Correspondance de Napoléon – Octobre 1795

Paris, 14 vendémiaire an IV, 2 heures du matin (6 octobre 1795).

A JOSEPH BUONAPARTE.

Enfin, tout est terminé ; mon premier mouvement est de penser à te donner de mes nouvelles.

Les royalistes, formés en sections, devenaient tous les jours plus fiers. La Convention a ordonné de désarmer la section Lepelletier; elle a repoussé les troupes. Menou, qui commandait, était, disait-on, traître ; il a été sur l’heure destitué. La Convention a nommé Barras pour commander la force armée ; les comités m’ont nommé pour la commander en second. Nous avons disposé nos troupes; les enne­mis sont venus nous attaquer aux Tuileries; nous leur avons tué beaucoup de monde ; ils nous ont tué trente hommes et blessé soixante. Nous avons désarmé les sections et tout est calme. Comme à mon ordinaire, je ne suis nullement blessé.

Le général de brigade,
Buonaparte.

P.S. Le bonheur est pour moi; ma cour à Eugénie et à Julie.

 

Présumé du 15 vendémiaire an IV (7 octobre 1795).

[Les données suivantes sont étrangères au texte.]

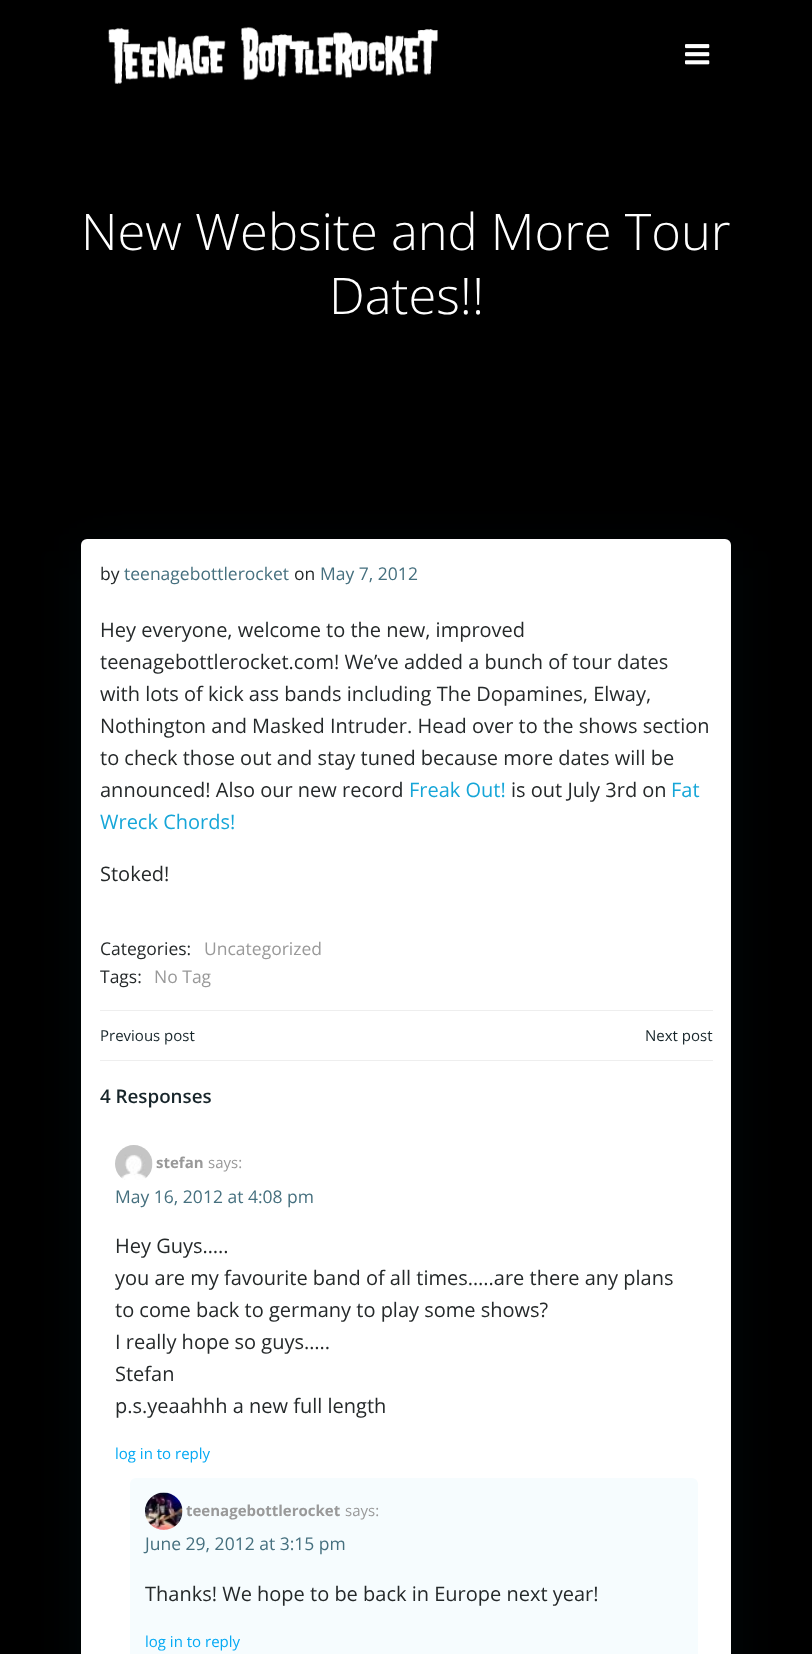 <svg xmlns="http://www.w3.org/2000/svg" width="812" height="1654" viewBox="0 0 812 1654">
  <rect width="100%" height="100%" fill="rgb(0,0,0)"/>
  <image x="108" y="27" width="330" height="57" href="pic1.png"/>
  <image x="685" y="44" width="25" height="21" href="pic2.png"/>
  <g font-family="Open Sans" font-size="50.6" font-weight="300" fill="rgb(255,255,255)">
    <text x="81" y="250">New Website and More Tour</text>
    <text x="329" y="314">Dates!!</text>
  </g>
  <rect x="81" y="551" width="650" height="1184" rx="6" fill="rgba(1,51,74,0.15)" filter="blur(25px)"/>
  <rect x="81" y="539" width="650" height="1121" rx="6" fill="rgb(255,255,255)"/>
  <text x="100" y="580" font-family="Open Sans" font-size="17.5" fill="rgb(37,41,42)">by</text>
  <text x="124" y="580" font-family="Open Sans" font-size="17.5" fill="rgb(70,112,127)">teenagebottlerocket</text>
  <text x="294" y="580" font-family="Open Sans" font-size="17.5" fill="rgb(37,41,42)">on</text>
  <text x="320" y="580" font-family="Open Sans" font-size="17.5" fill="rgb(70,112,127)">May 7, 2012</text>
  <g font-family="Open Sans" font-size="20" fill="rgb(37,41,42)">
    <text>
      <tspan x="100" y="637">Hey everyone, welcome to the new, improved</tspan>
      <tspan x="100" y="669">teenagebottlerocket.com! We’ve added a bunch of tour dates</tspan>
      <tspan x="100" y="701">with lots of kick ass bands including The Dopamines, Elway,</tspan>
      <tspan x="100" y="733">Nothington and Masked Intruder. Head over to the shows section</tspan>
      <tspan x="100" y="765">to check those out and stay tuned because more dates will be</tspan>
      <tspan x="100" y="797">announced! Also our new record</tspan>
    </text>
  </g>
  <text x="409" y="797" font-family="Open Sans" font-size="20" fill="rgb(22,166,216)">Freak Out!</text>
  <text x="511" y="797" font-family="Open Sans" font-size="20" fill="rgb(37,41,42)">is out July 3rd on</text>
  <g font-family="Open Sans" font-size="20" fill="rgb(22,166,216)">
    <text x="671" y="797">Fat</text>
    <text x="100" y="829">Wreck Chords!</text>
  </g>
  <text x="100" y="881" font-family="Open Sans" font-size="20" fill="rgb(37,41,42)">Stoked!</text>
  <text x="100" y="955" font-family="Open Sans" font-size="17.5" fill="rgb(37,41,42)">Categories:</text>
  <text x="204" y="955" font-family="Open Sans" font-size="17.5" fill="rgb(153,153,153)">Uncategorized</text>
  <text x="100" y="983" font-family="Open Sans" font-size="17.5" fill="rgb(37,41,42)">Tags:</text>
  <text x="154" y="983" font-family="Open Sans" font-size="17.5" fill="rgb(153,153,153)">No Tag</text>
  <rect x="100" y="1010" width="613" height="1" fill="rgb(238,238,238)"/>
  <g font-family="Open Sans" font-size="15" fill="rgb(23,37,42)">
    <text x="100" y="1041">Previous post</text>
    <text x="645" y="1041">Next post</text>
  </g>
  <rect x="100" y="1060" width="613" height="1" fill="rgb(238,238,238)"/>
  <text x="100" y="1103" font-family="Open Sans" font-size="18.75" font-weight="600" fill="rgb(23,37,42)">4 Responses</text>
  <image x="115" y="1145" width="38" height="35" href="pic3.png"/>
  <text x="156" y="1168" font-family="Open Sans" font-size="15" font-weight="bold" fill="rgb(153,153,153)">stefan</text>
  <text x="208" y="1168" font-family="Open Sans" font-size="15" fill="rgb(153,153,153)">says:</text>
  <text x="115" y="1203" font-family="Open Sans" font-size="17.5" fill="rgb(70,112,127)">May 16, 2012 at 4:08 pm</text>
  <g font-family="Open Sans" font-size="20" fill="rgb(37,41,42)">
    <text>
      <tspan x="115" y="1253">Hey Guys…..</tspan>
      <tspan x="115" y="1285">you are my favourite band of all times…..are there any plans</tspan>
      <tspan x="115" y="1317">to come back to germany to play some shows?</tspan>
      <tspan x="115" y="1349">I really hope so guys…..</tspan>
      <tspan x="115" y="1381">Stefan</tspan>
      <tspan x="115" y="1413">p.s.yeaahhh a new full length</tspan>
    </text>
  </g>
  <text x="115" y="1459" font-family="Open Sans" font-size="15" fill="rgb(3,169,244)">log in to reply</text>
  <rect x="130" y="1478" width="568" height="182" rx="6" fill="rgb(246,252,254)"/>
  <image x="145" y="1492" width="38" height="38" href="pic4.png"/>
  <text x="186" y="1516" font-family="Open Sans" font-size="15" font-weight="bold" fill="rgb(153,153,153)">teenagebottlerocket</text>
  <text x="345" y="1516" font-family="Open Sans" font-size="15" fill="rgb(153,153,153)">says:</text>
  <text x="145" y="1550" font-family="Open Sans" font-size="17.5" fill="rgb(70,112,127)">June 29, 2012 at 3:15 pm</text>
  <text x="145" y="1601" font-family="Open Sans" font-size="20" fill="rgb(37,41,42)">Thanks! We hope to be back in Europe next year!</text>
  <text x="145" y="1647" font-family="Open Sans" font-size="15" fill="rgb(3,169,244)">log in to reply</text>
</svg>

RAPPORT DU GÉNÉRAL BUONAPARTE SUR LA JOURNÉE DU 13 VENDÉMIAIRE.

Le 13, à cinq heures du matin, le représentant du peuple Barras fut nommé commandant en chef de l’armée de l’intérieur; le général Buonaparte fut nommé pour commander en second.

L’artillerie de position était encore au camp des Sablons, gardée seulement par 150 hommes; le reste était à Marly avec 200 hom­mes. Le dépôt de Meudon était sans aucune garde. Il n’y avait aux Feuillants que quelques pièces de 4 sans canonniers, et seulement 80 mille cartouches. Les magasins des vivres étaient disséminés dans Paris. Dans plusieurs sections l’on battait la générale. Celle du Théâtre-Français avait des avant-postes jusqu’au Pont-Neuf, qu’elle avait barricadé.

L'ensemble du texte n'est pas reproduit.